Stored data
-.-.-

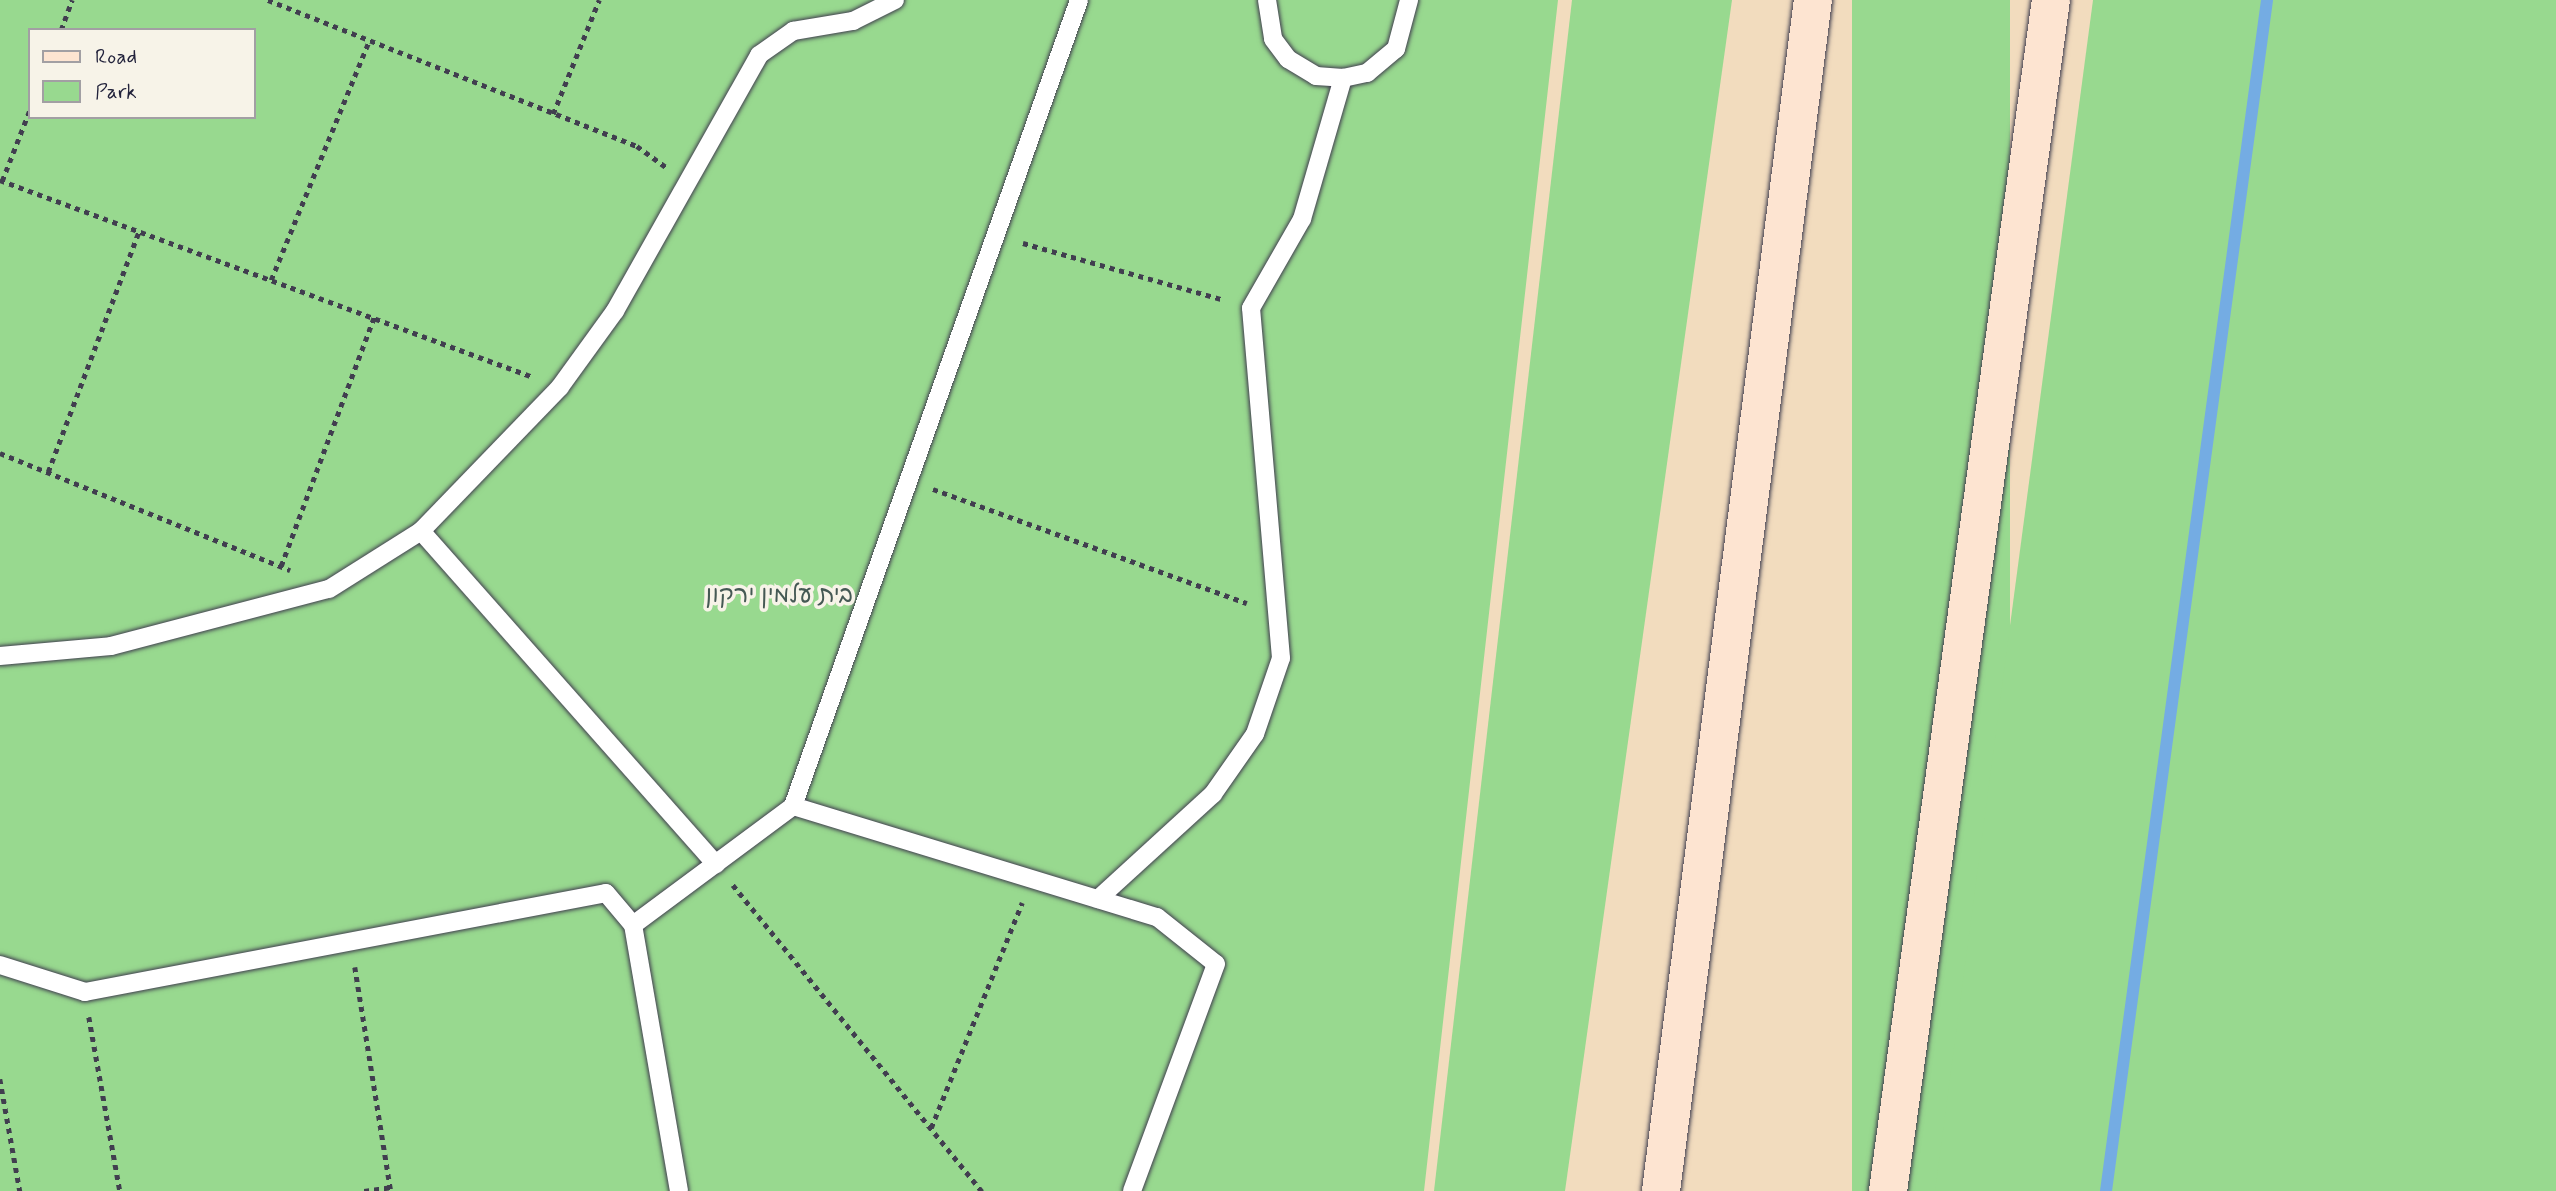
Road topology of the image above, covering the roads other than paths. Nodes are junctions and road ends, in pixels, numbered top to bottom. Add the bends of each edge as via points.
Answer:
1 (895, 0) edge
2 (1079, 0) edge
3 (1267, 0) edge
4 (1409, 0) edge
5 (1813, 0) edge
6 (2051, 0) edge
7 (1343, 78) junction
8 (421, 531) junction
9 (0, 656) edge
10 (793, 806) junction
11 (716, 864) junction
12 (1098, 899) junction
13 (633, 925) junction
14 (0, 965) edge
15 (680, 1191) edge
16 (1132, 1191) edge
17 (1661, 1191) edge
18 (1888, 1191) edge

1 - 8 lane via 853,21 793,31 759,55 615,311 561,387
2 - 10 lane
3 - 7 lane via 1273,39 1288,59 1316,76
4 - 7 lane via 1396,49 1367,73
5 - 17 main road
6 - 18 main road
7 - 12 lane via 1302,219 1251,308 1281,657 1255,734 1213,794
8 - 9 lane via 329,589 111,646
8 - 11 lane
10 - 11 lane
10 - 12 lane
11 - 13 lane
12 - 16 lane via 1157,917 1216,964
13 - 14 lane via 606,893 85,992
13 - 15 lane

-.-.-

Copy every line above exactly, leaving no picture in the copy.

Road topology of the image above, covering the roads other than paths. Nodes are junctions and road ends, in pixels, numbered top to bottom. Add the bends of each edge as via points.
Answer:
1 (895, 0) edge
2 (1079, 0) edge
3 (1267, 0) edge
4 (1409, 0) edge
5 (1813, 0) edge
6 (2051, 0) edge
7 (1343, 78) junction
8 (421, 531) junction
9 (0, 656) edge
10 (793, 806) junction
11 (716, 864) junction
12 (1098, 899) junction
13 (633, 925) junction
14 (0, 965) edge
15 (680, 1191) edge
16 (1132, 1191) edge
17 (1661, 1191) edge
18 (1888, 1191) edge

1 - 8 lane via 853,21 793,31 759,55 615,311 561,387
2 - 10 lane
3 - 7 lane via 1273,39 1288,59 1316,76
4 - 7 lane via 1396,49 1367,73
5 - 17 main road
6 - 18 main road
7 - 12 lane via 1302,219 1251,308 1281,657 1255,734 1213,794
8 - 9 lane via 329,589 111,646
8 - 11 lane
10 - 11 lane
10 - 12 lane
11 - 13 lane
12 - 16 lane via 1157,917 1216,964
13 - 14 lane via 606,893 85,992
13 - 15 lane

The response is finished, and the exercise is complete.